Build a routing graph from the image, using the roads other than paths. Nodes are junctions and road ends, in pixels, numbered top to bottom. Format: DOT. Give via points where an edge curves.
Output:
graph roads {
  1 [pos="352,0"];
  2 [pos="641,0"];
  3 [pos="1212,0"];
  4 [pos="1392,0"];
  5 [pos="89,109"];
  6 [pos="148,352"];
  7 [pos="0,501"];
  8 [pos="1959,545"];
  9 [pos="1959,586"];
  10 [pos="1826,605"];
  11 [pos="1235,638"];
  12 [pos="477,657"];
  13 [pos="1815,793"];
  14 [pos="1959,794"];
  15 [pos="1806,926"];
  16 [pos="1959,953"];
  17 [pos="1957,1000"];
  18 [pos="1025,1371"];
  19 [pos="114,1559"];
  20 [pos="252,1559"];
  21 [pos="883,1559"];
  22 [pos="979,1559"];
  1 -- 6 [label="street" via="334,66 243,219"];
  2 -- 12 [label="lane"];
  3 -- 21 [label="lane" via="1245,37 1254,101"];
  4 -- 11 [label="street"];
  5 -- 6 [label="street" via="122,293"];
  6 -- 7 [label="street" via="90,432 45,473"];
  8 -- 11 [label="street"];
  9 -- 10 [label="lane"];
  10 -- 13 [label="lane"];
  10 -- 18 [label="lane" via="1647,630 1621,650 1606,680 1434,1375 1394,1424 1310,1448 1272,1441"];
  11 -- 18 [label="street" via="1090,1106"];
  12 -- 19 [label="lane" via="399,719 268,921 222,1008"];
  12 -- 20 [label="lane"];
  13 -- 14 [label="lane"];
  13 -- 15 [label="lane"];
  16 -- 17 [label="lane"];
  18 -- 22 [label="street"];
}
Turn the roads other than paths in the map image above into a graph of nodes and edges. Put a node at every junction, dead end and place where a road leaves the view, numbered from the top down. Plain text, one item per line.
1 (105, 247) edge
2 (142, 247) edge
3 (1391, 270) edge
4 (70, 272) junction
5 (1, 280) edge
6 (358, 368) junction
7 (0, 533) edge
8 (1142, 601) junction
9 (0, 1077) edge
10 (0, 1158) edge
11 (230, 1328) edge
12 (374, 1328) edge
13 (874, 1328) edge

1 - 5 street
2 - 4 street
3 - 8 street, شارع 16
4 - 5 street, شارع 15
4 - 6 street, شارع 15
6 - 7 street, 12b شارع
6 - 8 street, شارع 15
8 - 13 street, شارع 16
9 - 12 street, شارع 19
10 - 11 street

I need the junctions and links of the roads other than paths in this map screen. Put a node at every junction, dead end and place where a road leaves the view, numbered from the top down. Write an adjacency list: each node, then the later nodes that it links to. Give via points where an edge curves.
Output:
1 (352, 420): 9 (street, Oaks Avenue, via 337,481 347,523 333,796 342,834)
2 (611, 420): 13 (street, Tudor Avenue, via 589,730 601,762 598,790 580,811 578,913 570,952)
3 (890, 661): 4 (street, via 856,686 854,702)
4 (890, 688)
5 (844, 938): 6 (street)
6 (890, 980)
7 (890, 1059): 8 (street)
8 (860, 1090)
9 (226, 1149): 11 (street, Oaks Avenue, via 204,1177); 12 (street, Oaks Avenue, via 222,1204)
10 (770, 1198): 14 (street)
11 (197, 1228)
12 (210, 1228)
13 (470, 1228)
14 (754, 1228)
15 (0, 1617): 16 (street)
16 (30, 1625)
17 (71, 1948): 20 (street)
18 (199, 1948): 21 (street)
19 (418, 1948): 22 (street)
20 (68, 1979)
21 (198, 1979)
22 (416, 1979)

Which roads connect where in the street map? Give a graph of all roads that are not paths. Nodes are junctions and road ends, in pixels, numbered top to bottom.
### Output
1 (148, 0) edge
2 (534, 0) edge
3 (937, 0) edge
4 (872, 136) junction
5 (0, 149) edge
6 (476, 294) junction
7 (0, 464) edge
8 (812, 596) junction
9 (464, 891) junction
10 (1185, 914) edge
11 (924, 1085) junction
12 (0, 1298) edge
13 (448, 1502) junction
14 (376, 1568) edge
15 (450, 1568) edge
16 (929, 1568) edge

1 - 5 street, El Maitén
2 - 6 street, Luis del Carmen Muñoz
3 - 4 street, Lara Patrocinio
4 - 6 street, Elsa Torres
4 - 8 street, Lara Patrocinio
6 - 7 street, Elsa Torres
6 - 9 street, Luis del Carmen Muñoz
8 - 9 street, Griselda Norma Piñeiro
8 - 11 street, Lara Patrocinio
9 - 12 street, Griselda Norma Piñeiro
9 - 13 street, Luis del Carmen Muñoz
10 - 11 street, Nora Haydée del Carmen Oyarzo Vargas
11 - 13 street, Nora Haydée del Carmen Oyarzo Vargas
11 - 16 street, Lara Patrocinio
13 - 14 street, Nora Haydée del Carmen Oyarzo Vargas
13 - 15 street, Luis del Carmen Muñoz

——

What you return should match the data character for character.

Build a routing graph from the image, using the roads other than paths. Nodes are junctions and road ends, in pixels, numbered top to bottom. Format: DOT. Give via points where an edge curves.
Output:
graph roads {
  1 [pos="352,0"];
  2 [pos="641,0"];
  3 [pos="1212,0"];
  4 [pos="1392,0"];
  5 [pos="89,109"];
  6 [pos="148,352"];
  7 [pos="0,501"];
  8 [pos="1959,545"];
  9 [pos="1959,586"];
  10 [pos="1826,605"];
  11 [pos="1235,638"];
  12 [pos="477,657"];
  13 [pos="1815,793"];
  14 [pos="1959,794"];
  15 [pos="1806,926"];
  16 [pos="1959,953"];
  17 [pos="1957,1000"];
  18 [pos="1025,1371"];
  19 [pos="114,1559"];
  20 [pos="252,1559"];
  21 [pos="883,1559"];
  22 [pos="979,1559"];
  1 -- 6 [label="street" via="334,66 243,219"];
  2 -- 12 [label="lane"];
  3 -- 21 [label="lane" via="1245,37 1254,101"];
  4 -- 11 [label="street"];
  5 -- 6 [label="street" via="122,293"];
  6 -- 7 [label="street" via="90,432 45,473"];
  8 -- 11 [label="street"];
  9 -- 10 [label="lane"];
  10 -- 13 [label="lane"];
  10 -- 18 [label="lane" via="1647,630 1621,650 1606,680 1434,1375 1394,1424 1310,1448 1272,1441"];
  11 -- 18 [label="street" via="1090,1106"];
  12 -- 19 [label="lane" via="399,719 268,921 222,1008"];
  12 -- 20 [label="lane"];
  13 -- 14 [label="lane"];
  13 -- 15 [label="lane"];
  16 -- 17 [label="lane"];
  18 -- 22 [label="street"];
}
Turn the roads other than paths in the map image above into a graph of nodes and edges. Put a node at every junction, dead end and place where a road leaves the view, numbered from the top down. Plain text, one item per line.
1 (105, 247) edge
2 (142, 247) edge
3 (1391, 270) edge
4 (70, 272) junction
5 (1, 280) edge
6 (358, 368) junction
7 (0, 533) edge
8 (1142, 601) junction
9 (0, 1077) edge
10 (0, 1158) edge
11 (230, 1328) edge
12 (374, 1328) edge
13 (874, 1328) edge

1 - 5 street
2 - 4 street
3 - 8 street, شارع 16
4 - 5 street, شارع 15
4 - 6 street, شارع 15
6 - 7 street, 12b شارع
6 - 8 street, شارع 15
8 - 13 street, شارع 16
9 - 12 street, شارع 19
10 - 11 street

I need the junctions and links of the roads other than paths in this map screen. Put a node at every junction, dead end and place where a road leaves the view, numbered from the top down. Write an adjacency list: each node, then the later nodes that it links to. Give via points where an edge curves.
Output:
1 (352, 420): 9 (street, Oaks Avenue, via 337,481 347,523 333,796 342,834)
2 (611, 420): 13 (street, Tudor Avenue, via 589,730 601,762 598,790 580,811 578,913 570,952)
3 (890, 661): 4 (street, via 856,686 854,702)
4 (890, 688)
5 (844, 938): 6 (street)
6 (890, 980)
7 (890, 1059): 8 (street)
8 (860, 1090)
9 (226, 1149): 11 (street, Oaks Avenue, via 204,1177); 12 (street, Oaks Avenue, via 222,1204)
10 (770, 1198): 14 (street)
11 (197, 1228)
12 (210, 1228)
13 (470, 1228)
14 (754, 1228)
15 (0, 1617): 16 (street)
16 (30, 1625)
17 (71, 1948): 20 (street)
18 (199, 1948): 21 (street)
19 (418, 1948): 22 (street)
20 (68, 1979)
21 (198, 1979)
22 (416, 1979)

Which roads connect where in the street map? Give a graph of all roads that are not paths. Nodes are junctions and road ends, in pixels, numbered top to bottom.
### Output
1 (148, 0) edge
2 (534, 0) edge
3 (937, 0) edge
4 (872, 136) junction
5 (0, 149) edge
6 (476, 294) junction
7 (0, 464) edge
8 (812, 596) junction
9 (464, 891) junction
10 (1185, 914) edge
11 (924, 1085) junction
12 (0, 1298) edge
13 (448, 1502) junction
14 (376, 1568) edge
15 (450, 1568) edge
16 (929, 1568) edge

1 - 5 street, El Maitén
2 - 6 street, Luis del Carmen Muñoz
3 - 4 street, Lara Patrocinio
4 - 6 street, Elsa Torres
4 - 8 street, Lara Patrocinio
6 - 7 street, Elsa Torres
6 - 9 street, Luis del Carmen Muñoz
8 - 9 street, Griselda Norma Piñeiro
8 - 11 street, Lara Patrocinio
9 - 12 street, Griselda Norma Piñeiro
9 - 13 street, Luis del Carmen Muñoz
10 - 11 street, Nora Haydée del Carmen Oyarzo Vargas
11 - 13 street, Nora Haydée del Carmen Oyarzo Vargas
11 - 16 street, Lara Patrocinio
13 - 14 street, Nora Haydée del Carmen Oyarzo Vargas
13 - 15 street, Luis del Carmen Muñoz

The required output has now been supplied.